- [Exercise requirements]
Within the data below, tally the lines that contain "ring" and state only the total.

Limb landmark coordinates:

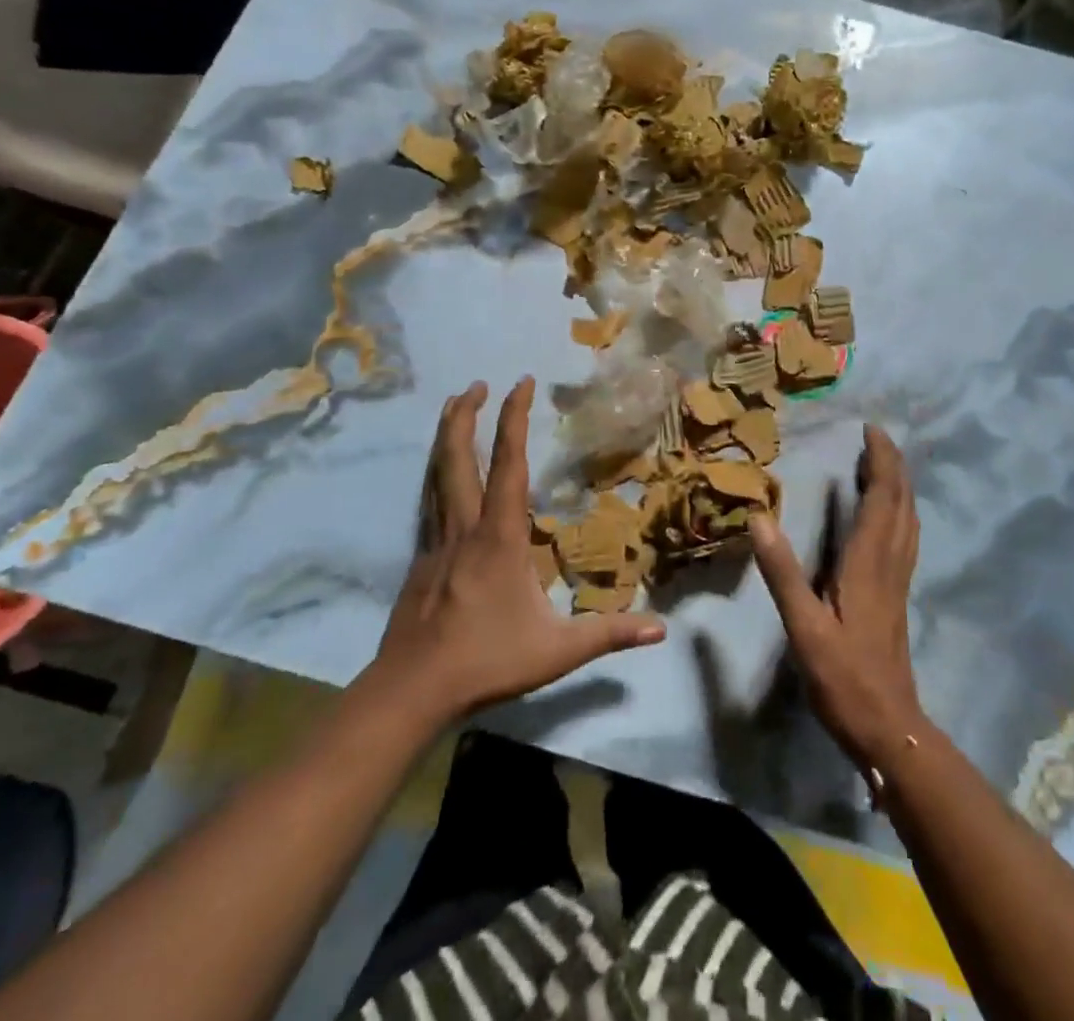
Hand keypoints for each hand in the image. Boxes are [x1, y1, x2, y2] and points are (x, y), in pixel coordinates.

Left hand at [358, 378, 665, 723]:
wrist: (411, 690)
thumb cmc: (487, 661)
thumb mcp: (557, 651)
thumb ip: (608, 634)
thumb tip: (662, 631)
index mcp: (500, 536)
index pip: (509, 464)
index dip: (514, 419)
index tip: (521, 382)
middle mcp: (465, 527)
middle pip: (458, 458)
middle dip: (466, 415)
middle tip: (475, 383)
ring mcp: (437, 542)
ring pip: (437, 475)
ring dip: (446, 437)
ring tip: (451, 407)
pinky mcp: (421, 560)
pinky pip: (429, 503)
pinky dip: (436, 474)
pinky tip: (440, 476)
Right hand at [750, 425, 925, 772]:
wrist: (889, 728)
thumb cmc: (844, 678)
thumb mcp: (804, 627)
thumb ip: (783, 573)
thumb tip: (760, 517)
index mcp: (869, 563)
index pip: (882, 498)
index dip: (880, 461)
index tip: (870, 430)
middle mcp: (890, 563)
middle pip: (901, 502)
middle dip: (892, 465)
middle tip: (875, 437)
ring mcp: (898, 580)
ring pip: (907, 520)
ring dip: (898, 486)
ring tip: (882, 464)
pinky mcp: (897, 595)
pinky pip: (904, 538)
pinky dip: (898, 511)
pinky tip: (887, 517)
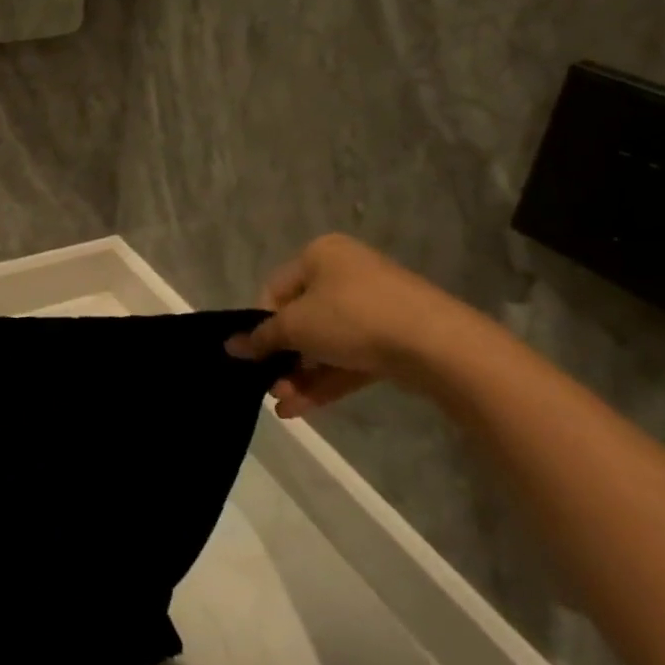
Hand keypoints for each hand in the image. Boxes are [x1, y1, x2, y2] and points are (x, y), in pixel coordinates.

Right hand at [226, 235, 466, 416]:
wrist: (435, 343)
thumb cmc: (351, 317)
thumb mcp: (296, 326)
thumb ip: (261, 338)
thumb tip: (229, 345)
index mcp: (320, 255)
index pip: (275, 290)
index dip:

- [Response to this task]
8